Create data_paths.yaml with paths relative to this file:

arena data_paths.yaml
type: arena
neural_path: path/to/minian_output
neural_timestamp: path/to/neural_timestamp.csv
behavior_position: path/to/behavior_position.csv
behavior_timestamp: path/to/behavior_timestamp.csv
behavior_fps: 20.0
bodypart: LED
maze data_paths.yaml
type: maze
neural_path: path/to/minian_output
neural_timestamp: path/to/neural_timestamp.csv
behavior_timestamp: path/to/behavior_timestamp.csv
behavior_position: path/to/behavior_position.csv  # raw DLC output
behavior_graph: path/to/behavior_graph.yaml      # zone polygons + adjacency
# zone_tracking: path/to/zone_tracking.csv       # optional; defaults to zone_tracking_{stem}.csv
behavior_fps: 20.0
bodypart: LED
arm_order:
  - Arm_1
  - Arm_2
  - Arm_3
  - Arm_4

placecell is scorer-agnostic for DLC-style CSVs; configure the correct bodypart, and the scorer name is read from the file header.

1b. Maze: zone detection#

placecell analysis runs zone detection automatically on first use. To drive it explicitly (e.g. to inspect the validation video, or to iterate on zone_detection parameters):

  1. Create behavior_graph.yaml with placecell define-zones -d data_paths.yaml --rooms <n> --arms <n>.
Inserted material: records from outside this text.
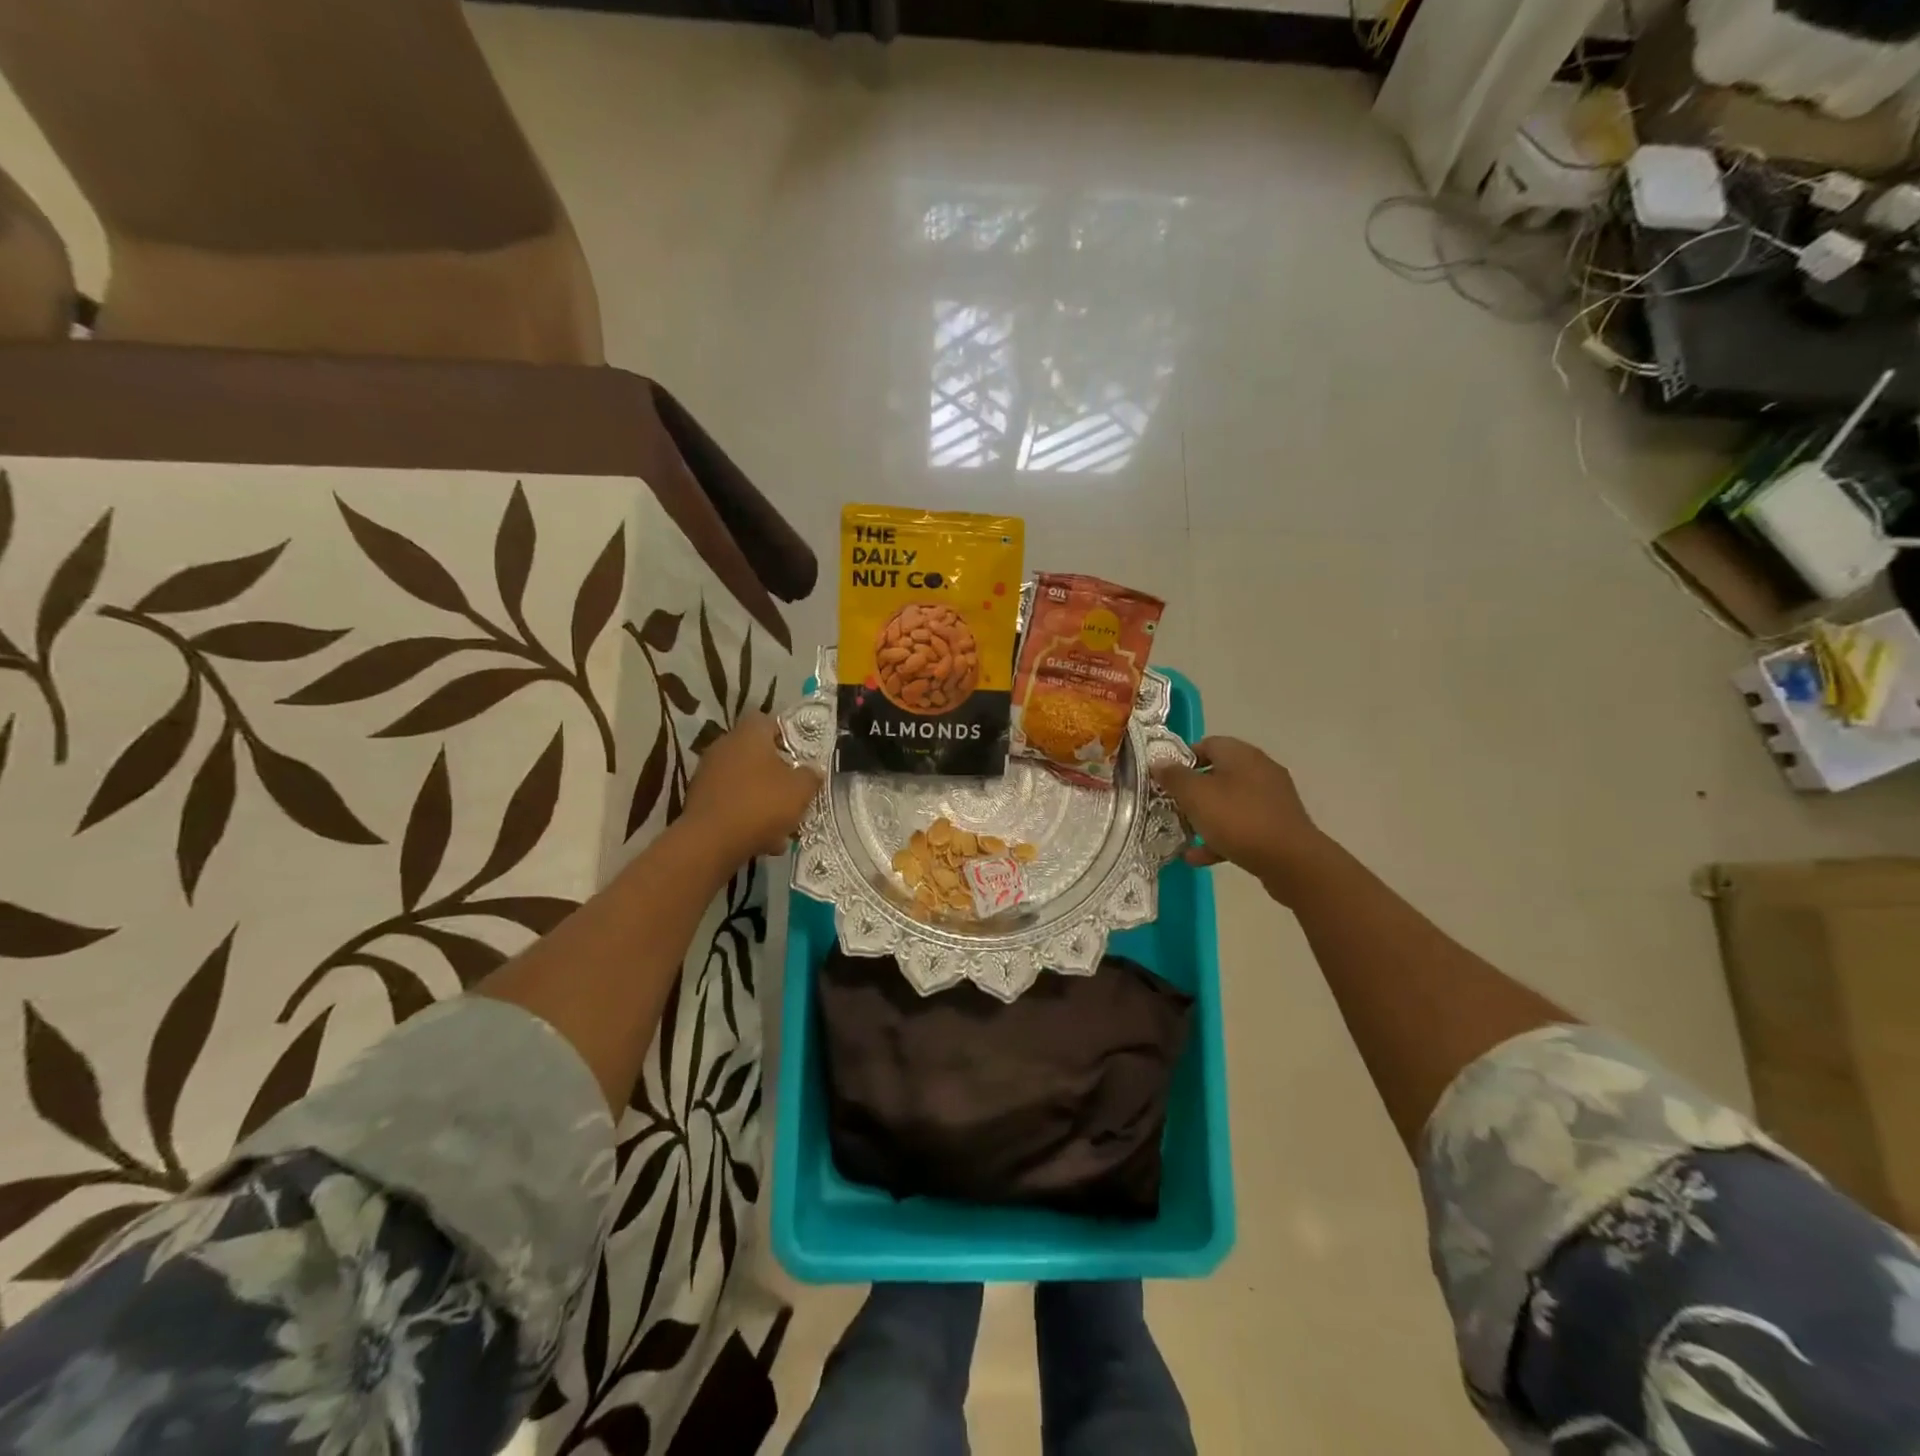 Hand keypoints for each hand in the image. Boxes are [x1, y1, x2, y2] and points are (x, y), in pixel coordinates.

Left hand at [681, 712, 823, 863]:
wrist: (710, 842)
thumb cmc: (761, 804)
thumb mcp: (801, 789)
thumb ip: (810, 775)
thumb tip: (812, 771)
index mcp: (749, 734)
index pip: (768, 720)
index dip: (787, 736)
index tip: (802, 756)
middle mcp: (724, 746)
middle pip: (756, 753)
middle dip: (776, 772)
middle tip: (795, 790)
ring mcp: (707, 773)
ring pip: (744, 781)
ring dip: (762, 798)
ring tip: (783, 824)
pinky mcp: (699, 800)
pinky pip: (731, 802)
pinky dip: (746, 816)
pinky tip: (763, 839)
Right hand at [1151, 737, 1330, 898]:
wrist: (1292, 861)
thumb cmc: (1238, 819)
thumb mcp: (1196, 795)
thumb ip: (1174, 777)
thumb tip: (1158, 761)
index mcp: (1241, 755)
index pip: (1207, 744)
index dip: (1182, 759)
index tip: (1165, 779)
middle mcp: (1259, 770)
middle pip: (1218, 774)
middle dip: (1192, 791)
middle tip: (1170, 806)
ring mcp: (1271, 799)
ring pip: (1229, 802)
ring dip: (1205, 817)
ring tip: (1182, 833)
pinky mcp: (1277, 827)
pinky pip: (1242, 827)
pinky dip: (1220, 838)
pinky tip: (1198, 856)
  2. Run placecell detect-zones -d data_paths.yaml.

  3. Use placecell analysis --force-redetect to refresh the cached CSV after parameter changes.

2. Create analysis config#

Create config.yaml with analysis parameters:

arena config.yaml
neural:
  fps: 20.0
  trace_name: C
  oasis:
    g: [1.60, -0.63]
    baseline: p10
    penalty: 0
behavior:
  type: arena
  speed_threshold: 10.0
  speed_window_seconds: 0.25
  spatial_map_2d:
    bins: 50
    min_occupancy: 0.05
    spatial_sigma: 3
    n_shuffles: 500
    p_value_threshold: 0.05
maze config.yaml
neural:
  fps: 20.0
  trace_name: C_lp
  oasis:
    g: [1.60, -0.63]
    baseline: p10
    penalty: 0.8
behavior:
  type: maze
  speed_threshold: 25
  speed_window_seconds: 0.25
  spatial_map_1d:
    bin_width_mm: 10
    min_occupancy: 0.025
    spatial_sigma: 2
    n_shuffles: 500
    p_value_threshold: 0.05
    split_by_direction: true
    require_complete_traversal: true

3. Run the analysis#

placecell analysis -c config.yaml -d data_paths.yaml

Or via Python:

from placecell.dataset import BasePlaceCellDataset

ds = BasePlaceCellDataset.from_yaml("config.yaml", "data_paths.yaml")
ds.load()
ds.preprocess_behavior()
ds.deconvolve()
ds.match_events()
ds.compute_occupancy()
ds.analyze_units()
ds.save_bundle("output/session_name")

For batch processing, see examples/batch_analysis.py.

Output#

The pipeline saves a .pcellbundle directory containing all results and summary figures. Key outputs:

  • canonical.parquet — per-neural-frame table with position, speed, and deconvolved activity per unit

  • figures/occupancy.pdf — trajectory density and occupancy with split-half comparison

  • figures/behavior_preview.pdf — trajectory and speed distribution

  • figures/diagnostics.pdf — SI and stability distributions

  • figures/summary_scatter.pdf — SI vs stability with place cell classification

  • figures/speed_traces.pdf — speed and place cell traces over time

To browse results interactively, open notebook/view_results_arena.ipynb or notebook/view_results_maze.ipynb in Jupyter Lab.

See Pipeline Details for the full list of summary figures and how the analysis works.